The names Instrument I/O and Data Acquisition are suggestions for the type of tasks to place within these execution systems. I/O and data acquisition work in other systems, but you can use these labels to partition the application and understand the organization.
Execution systems are not responsible for managing the user interface. If a VI in one of these execution systems needs to update a control, the execution system passes responsibility to the user interface execution system. Assign the user interface execution system to VIs that contain a large amount of Property Nodes.
LabVIEW allocates a number of threads proportional to the number of processors on a machine. Each thread handles a task. For example, if a VI calls a shared library, the separate thread continues to run other VIs within that execution system. Because each execution system has a limited number of threads, tasks remain pending if the threads are busy.
Although VIs you write run correctly in the standard execution system, consider using another execution system. For example, if you are developing instrument drivers, you might want to use the instrument I/O execution system.

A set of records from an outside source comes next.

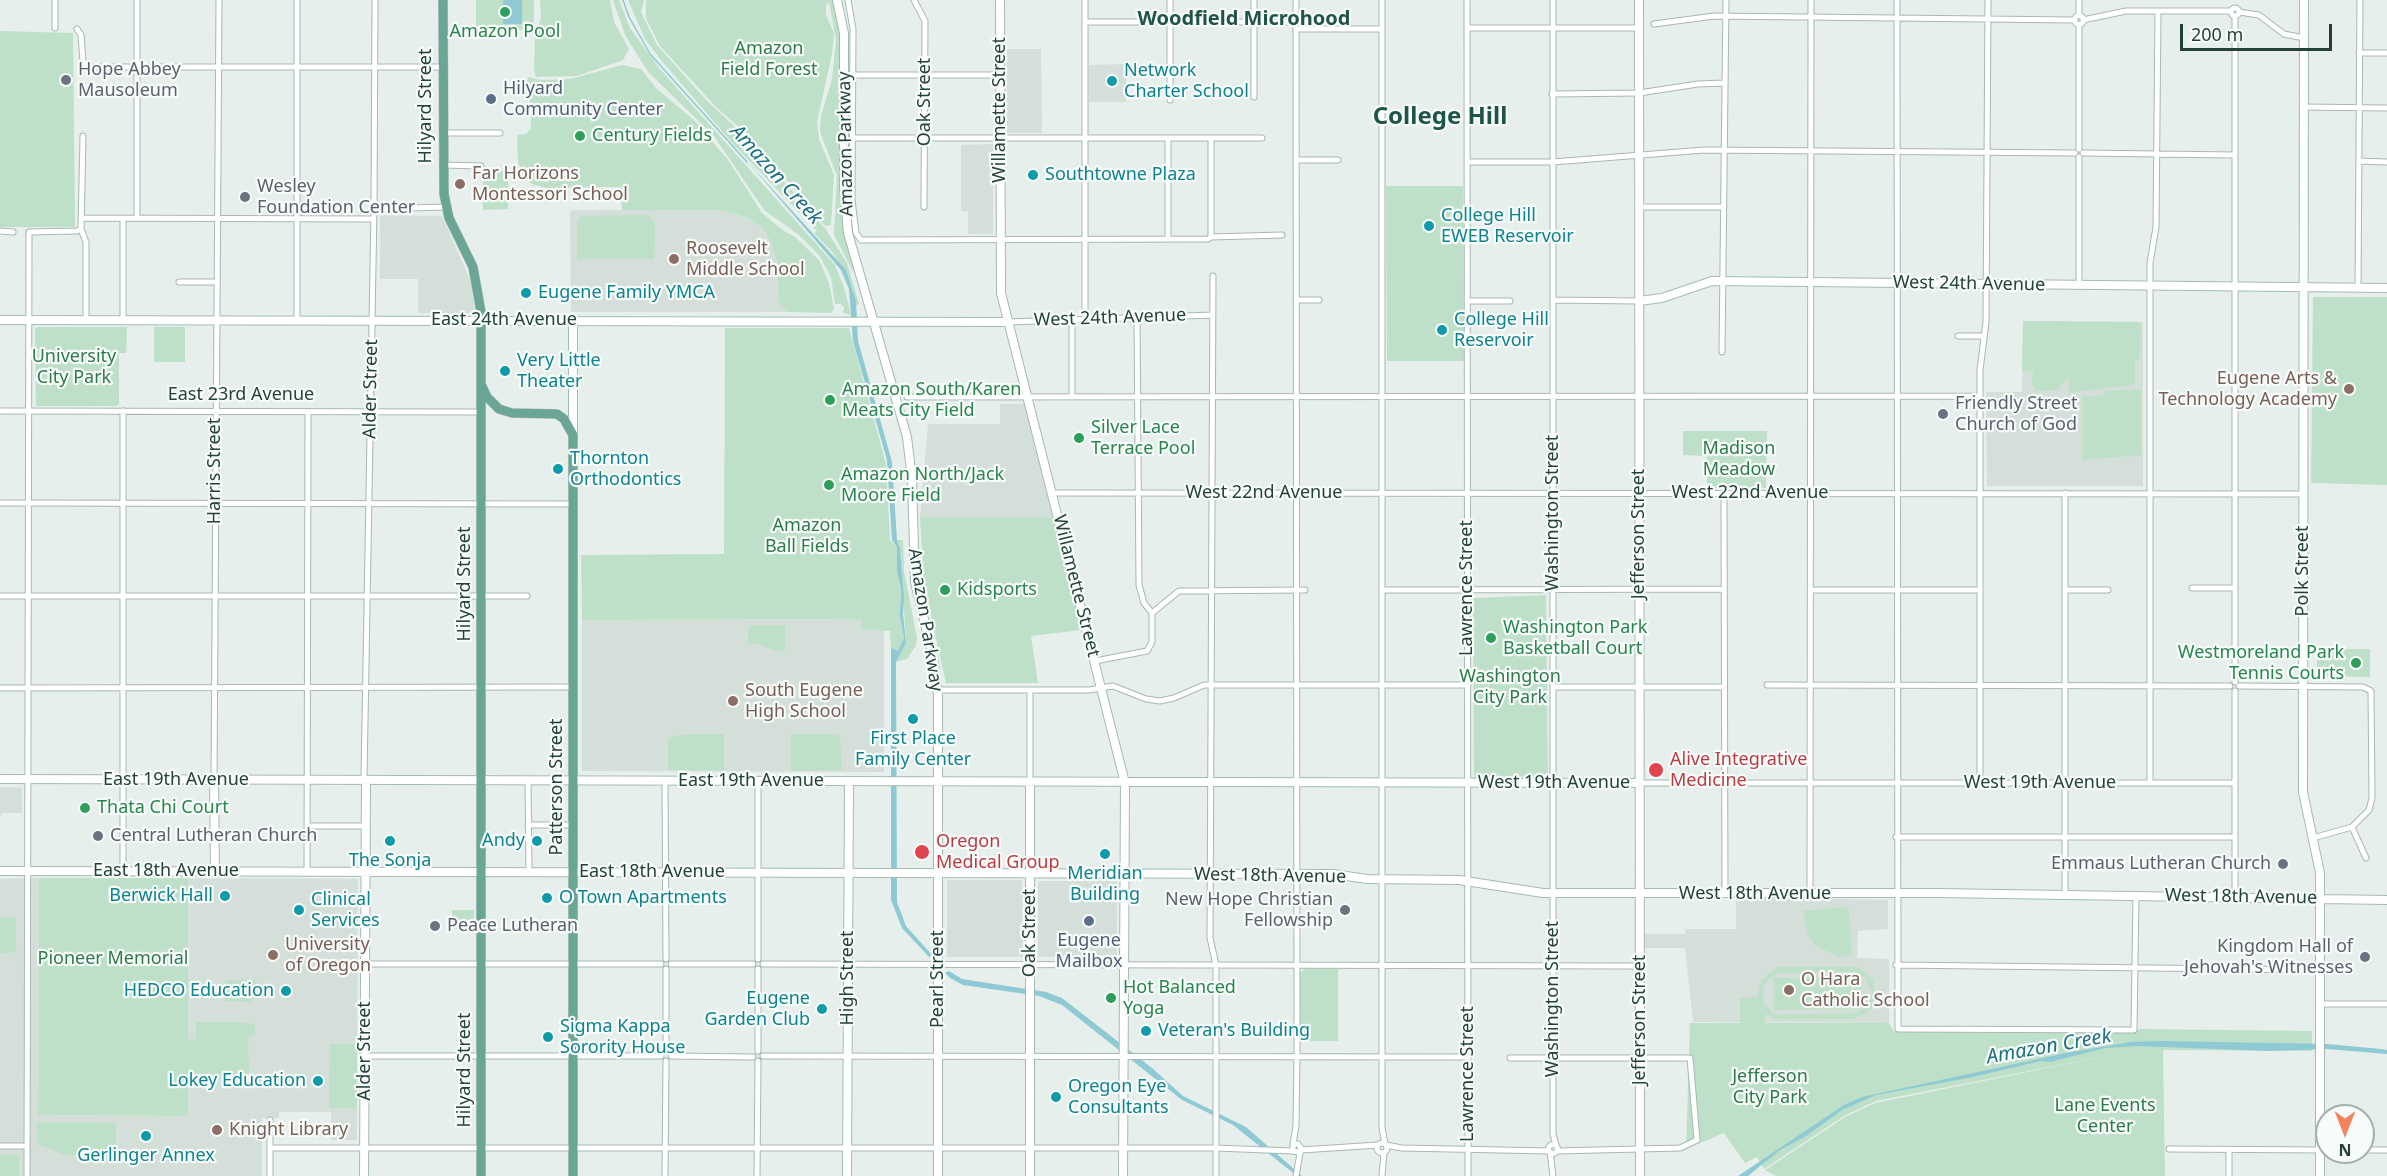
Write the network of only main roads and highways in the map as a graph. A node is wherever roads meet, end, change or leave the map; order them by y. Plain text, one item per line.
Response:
1 (443, 0) edge
2 (481, 384) junction
3 (481, 411) junction
4 (512, 413) junction
5 (481, 1176) edge
6 (573, 1176) edge

1 - 2 main road, Hilyard Street
2 - 3 main road, Hilyard Street
2 - 4 main road
3 - 4 main road
3 - 5 main road, Hilyard Street
4 - 6 main road, Patterson Street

Even if you use the standard execution system, the user interface is still separated into its own thread. Any activities conducted in the user interface, such as drawing on the front panel, responding to mouse clicks, and so on, take place without interfering with the execution time of the block diagram code. Likewise, executing a long computational routine does not prevent the user interface from responding to mouse clicks or keyboard data entry.
Computers with multiple processors benefit even more from multithreading. On a single-processor computer, the operating system preempts the threads and distributes time to each thread on the processor. On a multiprocessor computer, threads can run simultaneously on the multiple processors so more than one activity can occur at the same time.